Kanu disappeared from public view after his home was raided by the Nigerian military, in September 2017, an event which led to the deaths of 28 IPOB members. Not being seen in public for over a year, there was wide-ranging speculation regarding his whereabouts, with members of the IPOB accusing the Buhari government of having abducted him. However, in October 2018, unattributed photographs and videos, apparently placing him in Israel, were widely circulated on social media, and this was later confirmed by mainstream media.

Despite him resurfacing, his exact location and living place continued to remain unclear over the next years.

== Continued activism ==
In an interview in June 2017, Kanu demanded bullets and guns from a group of US-based Nigerians for self-defense against the incessant attacks on Igbos by the Fulani herdsmen which were currently reoccurring in Biafra lands.

Kanu's pronounced strategy has been the application of civil disobedience in pressing home his demand for the freedom of his people. In various air broadcasts, Nnamdi Kanu stated how his adoption of Martin Luther King Jr. and Mahatma Gandhi's forms of civil disobedience will lead to the "restoration of Biafra". In an interview granted to Newsweek, Nnamdi Kanu opined his belief in the teachings of Martin Luther King Jr. and Mahatma Gandhi, "I hope that what we are looking for can be accomplished peacefully. I am an advocate of passive resistance. Gandhi and Martin Luther King tried it to very good effects, so why should it not work in our case?"

Prior to the 2019 presidential election, IPOB had threatened to boycott the election. According to the leader of IPOB, Nnamdi Kanu, "It [the boycott] is a multi-faceted approach. It is civil disobedience, passive resistance, it is an expression of our resentment of Nigeria and what it represents". His position on election boycotts was widely criticised by local Nigerian politicians who argued to the contrary. On the eve of the election, Nnamdi Kanu lifted the boycott position and urged Biafrans to participate in the election after which he described as his condition as "signed, sealed and delivered". His shift was received in different quarters as being open to the appeal and opinions of others.

== Insurgency and second arrest ==

In December 2020, Kanu announced that IPOB had organized the Eastern Security Network (ESN) which was supposed to defend southeastern Nigerians from bandits and armed Fulani herders.

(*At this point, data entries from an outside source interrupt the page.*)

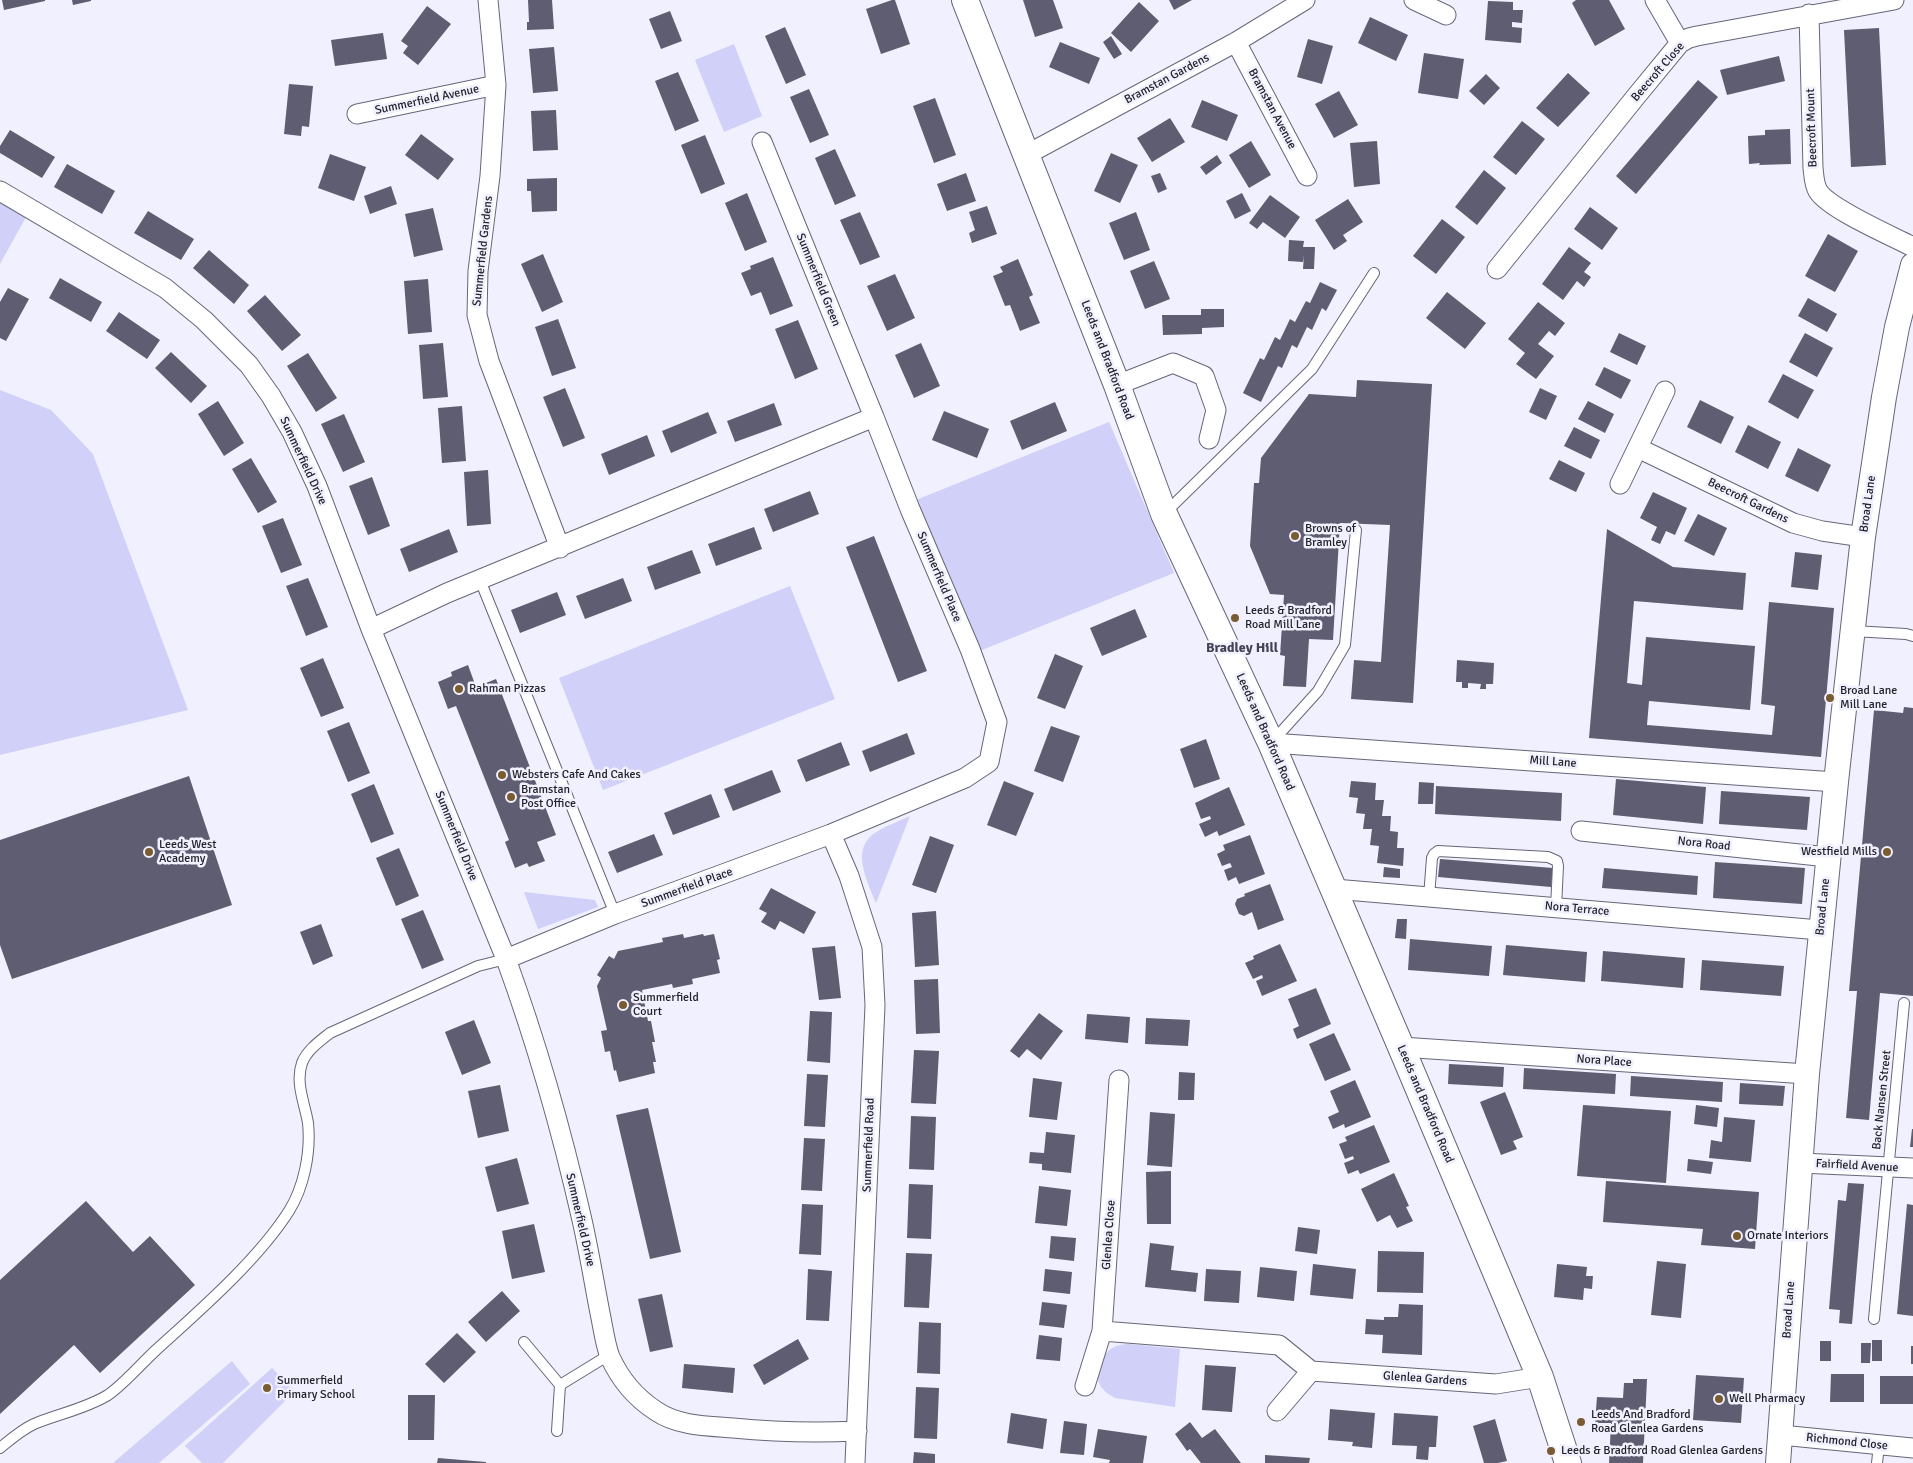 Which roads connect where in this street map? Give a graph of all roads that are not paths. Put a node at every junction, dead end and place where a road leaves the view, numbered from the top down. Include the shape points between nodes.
1 (488, 0) edge
2 (965, 0) edge
3 (1305, 0) edge
4 (1414, 0) edge
5 (1655, 0) edge
6 (1894, 0) edge
7 (1831, 5) edge
8 (1809, 14) junction
9 (1446, 15) dead end
10 (1236, 42) junction
11 (1680, 43) junction
12 (496, 85) junction
13 (357, 114) dead end
14 (762, 142) dead end
15 (1026, 155) junction
16 (1307, 176) dead end
17 (0, 191) edge
18 (1913, 246) edge
19 (1913, 265) edge
20 (1497, 269) dead end
21 (1374, 273) dead end
22 (1117, 385) junction
23 (1665, 391) dead end
24 (874, 417) junction
25 (1209, 439) dead end
26 (1638, 448) junction
27 (1620, 484) dead end
28 (1164, 514) junction
29 (1356, 530) dead end
30 (1863, 537) junction
31 (560, 548) junction
32 (480, 580) junction
33 (371, 629) junction
34 (1853, 631) junction
35 (1913, 636) edge
36 (1271, 742) junction
37 (1836, 782) junction
38 (1581, 831) dead end
39 (831, 834) junction
40 (1828, 857) junction
41 (1334, 889) junction
42 (1429, 897) junction
43 (1556, 908) junction
44 (615, 914) junction
45 (1820, 930) junction
46 (506, 959) junction
47 (1904, 1004) dead end
48 (1401, 1046) junction
49 (1807, 1074) junction
50 (1119, 1080) dead end
51 (1800, 1163) junction
52 (1888, 1167) junction
53 (1913, 1168) edge
54 (1874, 1319) dead end
55 (1102, 1331) junction
56 (524, 1342) dead end
57 (610, 1355) junction
58 (1311, 1371) junction
59 (1540, 1377) junction
60 (560, 1384) junction
61 (1084, 1386) dead end
62 (1276, 1412) dead end
63 (557, 1430) dead end
64 (857, 1431) junction
65 (1781, 1436) junction
66 (0, 1448) edge
67 (1913, 1448) edge
68 (1878, 1454) edge
69 (855, 1463) edge
70 (1568, 1463) edge
71 (1778, 1463) edge

1 - 12 street, Summerfield Gardens
2 - 15 main road, Leeds and Bradford Road
3 - 10 street, Bramstan Gardens
4 - 9 street
5 - 11 street
6 - 7 street, Beecroft Close
7 - 8 street, Beecroft Close
8 - 11 street, Beecroft Close via 1688,38
8 - 18 street, Beecroft Mount via 1812,168 1818,191 1837,208
10 - 15 street, Bramstan Gardens
10 - 16 street, Bramstan Avenue
11 - 20 street, Beecroft Close
12 - 13 street, Summerfield Avenue
12 - 31 street, Summerfield Gardens via 490,176 478,271 477,315 489,361
14 - 24 street, Summerfield Green
15 - 22 main road, Leeds and Bradford Road
17 - 33 street, Summerfield Drive via 165,288 204,320 248,365 292,432 317,486
19 - 30 street, Broad Lane via 1897,326
21 - 28 lane via 1312,369
22 - 25 street via 1173,363 1204,376 1216,410
22 - 28 main road, Leeds and Bradford Road
23 - 26 street
24 - 31 street
24 - 39 street, Summerfield Place via 997,722 990,762 965,778
26 - 27 street
26 - 30 street, Beecroft Gardens via 1793,523 1822,532
28 - 36 main road, Leeds and Bradford Road
29 - 36 lane via 1345,645 1318,691
30 - 34 street, Broad Lane
31 - 32 street
32 - 33 street
32 - 44 lane
33 - 46 street, Summerfield Drive
34 - 35 lane
34 - 37 street, Broad Lane
36 - 37 street, Mill Lane
36 - 41 main road, Leeds and Bradford Road
37 - 40 street, Broad Lane
38 - 40 street, Nora Road
39 - 44 street, Summerfield Place
39 - 64 street, Summerfield Road via 849,876 872,948 874,982
40 - 45 street, Broad Lane
41 - 42 street, Nora Terrace
41 - 48 main road, Leeds and Bradford Road
42 - 43 street, Nora Terrace
42 - 43 lane via 1432,858 1438,851 1548,857 1557,861 1558,866
43 - 45 street, Nora Terrace
44 - 46 street, Summerfield Place
45 - 49 street, Broad Lane
46 - 57 street, Summerfield Drive via 539,1054 582,1220
46 - 66 lane via 478,966 330,1033 313,1047 302,1063 300,1082 308,1123 305,1169 289,1210 271,1234 200,1310 109,1394 32,1425
47 - 52 lane, Back Nansen Street
48 - 49 street, Nora Place
48 - 59 main road, Leeds and Bradford Road
49 - 51 street, Broad Lane
50 - 55 street, Glenlea Close
51 - 52 street, Fairfield Avenue
51 - 65 street, Broad Lane
52 - 53 street, Fairfield Avenue
52 - 54 lane, Back Nansen Street
55 - 58 street via 1279,1345
55 - 61 street, Glenlea Close
56 - 60 lane
57 - 60 lane
57 - 64 street, Summerfield Drive via 631,1390 656,1411 675,1421 778,1432
58 - 59 street, Glenlea Gardens via 1496,1384
58 - 62 street
59 - 70 main road, Leeds and Bradford Road
60 - 63 lane
64 - 69 street, Summerfield Road
65 - 68 street, Richmond Close
65 - 71 street, Broad Lane
67 - 68 street, Richmond Close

Kanu later gave all the governors of southeast Nigeria 14 days to ban open-grazing, threatening to deploy the ESN to enforce a ban if the authorities did not do so.

The Nigerian government regarded the formation of a non-state-sanctioned paramilitary organization as unacceptable and moved to suppress the group. The situation escalated in January 2021 when the Nigerian military was repelled in an attempt to expel the ESN from Orlu, Imo. Before another offensive was launched, Kanu ordered the ESN to withdraw to the bush, temporarily ending the confrontation. The Nigerian army and air force renewed hostilities on 18 February by launching a military offensive against the ESN; the next day, IPOB declared that as of 18 February, a state of war had existed between Nigeria and Biafra. IPOB and other Biafran separatist groups consequently began to mobilize and fight the security forces across several southern Nigerian states. Despite this, Kanu maintained that IPOB was interested in a non-violent solution of the conflict and that ESN was supposed to fight bandits, not the Nigerian security forces. Regardless, Nigerian authorities designated IPOB as terrorist organization and claimed that Kanu was inciting violence.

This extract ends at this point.